3.3. Temperature-Accelerated Ageing of XLPE

The initial elongation at break, tensile strength, and characteristic breakdown strength of the XLPE are 870.26%, 21.97 MPa, and 550.48 kV/mm, respectively. According to the initial performance results and applying (2), the performance retention rate of XLPE can be obtained. Figure 4 shows the evolution of the performance retention rate during ageing at different temperatures. The results show that, in the early stages of ageing, the elongation at break exhibits a slight increase, potentially due to post-crystallization or structural relaxation. Breakdown strength shows a steady decline or is sometimes maintained at first, then starts to decline. However, the decline of breakdown strength is later surpassed by that of elongation at break. Tensile strength variation is more complex and temperature-dependent. As ageing continues, all properties show a steady decline. At lower ageing temperatures, the decline in mechanical properties exhibits an oscillatory pattern. The evolution of mechanical performance and breakdown performance indicates that ageing has a significant impact on XLPE, and is intensified with the increase in ageing temperature. In addition, the irregular variation in each parameter during the early stages of ageing suggests that the ageing of XLPE during this period is random and complex. The most sensitive parameter, elongation at break, is selected for life assessment. According to standard GBT 11026.2-2012, the end-of-life criterion is defined as a 50% reduction in the initial elongation at break [23]. To improve the accuracy of subsequent fitting, the sampling points were further refined at the stage when the elongation at break returned to the initial level and began to decline steadily, thus ensuring the collection of more reliable data.

Figure 4.

Evolution of various properties retention rates of XLPE during ageing at different ageing temperatures: (a) 127.5 °C; (b) 135 °C; (c) 142.5 °C; and (d) 150 °C.

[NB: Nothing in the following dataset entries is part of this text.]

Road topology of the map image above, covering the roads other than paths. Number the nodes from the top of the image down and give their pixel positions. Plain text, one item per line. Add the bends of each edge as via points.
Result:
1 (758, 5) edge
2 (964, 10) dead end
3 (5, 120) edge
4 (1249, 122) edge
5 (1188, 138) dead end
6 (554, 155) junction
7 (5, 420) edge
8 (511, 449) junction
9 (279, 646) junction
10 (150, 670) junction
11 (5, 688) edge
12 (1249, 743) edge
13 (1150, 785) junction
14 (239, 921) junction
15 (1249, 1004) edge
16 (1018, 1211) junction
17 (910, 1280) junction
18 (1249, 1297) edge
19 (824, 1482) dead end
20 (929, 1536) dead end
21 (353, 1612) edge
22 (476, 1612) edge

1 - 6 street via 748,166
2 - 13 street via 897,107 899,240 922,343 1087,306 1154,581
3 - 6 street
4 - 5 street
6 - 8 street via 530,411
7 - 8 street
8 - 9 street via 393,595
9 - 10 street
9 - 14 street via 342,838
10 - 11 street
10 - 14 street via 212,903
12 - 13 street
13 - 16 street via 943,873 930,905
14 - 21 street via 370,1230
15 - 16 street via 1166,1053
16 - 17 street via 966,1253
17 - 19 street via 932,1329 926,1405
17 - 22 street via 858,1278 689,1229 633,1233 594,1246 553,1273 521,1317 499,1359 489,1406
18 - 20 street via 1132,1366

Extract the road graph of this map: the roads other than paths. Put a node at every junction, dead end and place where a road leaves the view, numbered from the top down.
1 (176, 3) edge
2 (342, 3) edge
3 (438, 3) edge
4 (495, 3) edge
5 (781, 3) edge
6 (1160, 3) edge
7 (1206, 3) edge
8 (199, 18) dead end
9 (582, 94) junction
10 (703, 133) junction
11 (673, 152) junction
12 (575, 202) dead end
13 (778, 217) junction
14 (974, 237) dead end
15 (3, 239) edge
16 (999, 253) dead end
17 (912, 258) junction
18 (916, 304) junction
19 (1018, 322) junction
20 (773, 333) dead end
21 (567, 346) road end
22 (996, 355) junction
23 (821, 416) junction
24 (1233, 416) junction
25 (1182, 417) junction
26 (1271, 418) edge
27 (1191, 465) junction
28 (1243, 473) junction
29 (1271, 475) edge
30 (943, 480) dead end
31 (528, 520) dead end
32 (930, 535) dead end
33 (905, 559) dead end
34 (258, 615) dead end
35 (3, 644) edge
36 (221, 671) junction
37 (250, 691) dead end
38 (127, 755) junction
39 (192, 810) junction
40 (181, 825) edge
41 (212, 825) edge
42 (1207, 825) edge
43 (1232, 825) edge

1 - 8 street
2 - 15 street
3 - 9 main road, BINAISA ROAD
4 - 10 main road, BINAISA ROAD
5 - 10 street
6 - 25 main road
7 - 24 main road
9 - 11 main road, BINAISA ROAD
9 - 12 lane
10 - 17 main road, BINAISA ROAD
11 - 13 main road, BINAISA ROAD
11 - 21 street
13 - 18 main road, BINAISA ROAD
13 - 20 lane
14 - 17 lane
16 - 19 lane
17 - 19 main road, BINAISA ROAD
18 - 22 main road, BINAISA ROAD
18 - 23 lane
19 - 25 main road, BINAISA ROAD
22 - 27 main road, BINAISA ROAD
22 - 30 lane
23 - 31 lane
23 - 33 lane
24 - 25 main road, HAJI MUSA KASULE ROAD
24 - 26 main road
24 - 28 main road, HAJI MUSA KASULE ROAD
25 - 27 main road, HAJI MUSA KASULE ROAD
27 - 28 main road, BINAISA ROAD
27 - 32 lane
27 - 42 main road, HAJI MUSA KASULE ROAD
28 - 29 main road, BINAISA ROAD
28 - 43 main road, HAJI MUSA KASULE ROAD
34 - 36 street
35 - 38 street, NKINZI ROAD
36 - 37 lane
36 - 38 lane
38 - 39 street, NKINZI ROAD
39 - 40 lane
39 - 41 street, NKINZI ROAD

As discussed in Section 3.1, the degradation of the material’s properties should exhibit a logarithmic dependence on ageing time. Therefore, the sample lifetime can be estimated by fitting this model to the experimental data and extrapolating to the failure criterion [24]. The steady decline in the elongation at break during the late stages of ageing at different temperatures is fitted accordingly. Table 2 shows the fitting equations between the elongation at break of XLPE samples and the logarithmic ageing time, along with the coefficient of determination. In the fitting equations in Table 2, y is the elongation at break, with the unit of %; t is the ageing time, with the unit of hours (h). The linear fits, depicted by the red lines in Figure 5, exhibit varied degrees of agreement with the experimental data (black scatters) at different ageing temperatures. Specifically, the fitting result at 127.5 °C shows the highest coefficient of determination (R² = 0.9911), demonstrating excellent consistency.

Table 2.

Fitting parameters for XLPE elongation at break vs. ln(ageing time).

Ageing Temperatures (°C)	Fitting Equation	Standard Error (SE) of Slope	SE of Intercept	Coefficient of Determination
127.5	y = −409.48 × ln(t) + 3118.58	15.89	91.65	0.9911
135	y = −414.34 × ln(t) + 2930.15	27.79	148.02	0.9695
142.5	y = −430.56 × ln(t) + 2848.85	26.91	135.63	0.9734
150	y = −671.44 × ln(t) + 3776.03	68.37	318.76	0.9507

Figure 5.

Relationship between XLPE elongation at break and ageing time at different ageing temperatures: (a) 127.5 °C; (b) 135 °C; (c) 142.5 °C; and (d) 150 °C.

The ageing lifetime corresponding to a 50% reduction in the initial elongation at break value under different ageing temperatures conditions can be calculated by further extrapolating the fitting equations in Table 2. The results are summarized in Table 3.

Table 3.

Calculated lifetimes of XLPE (100 µm) at different ageing temperatures.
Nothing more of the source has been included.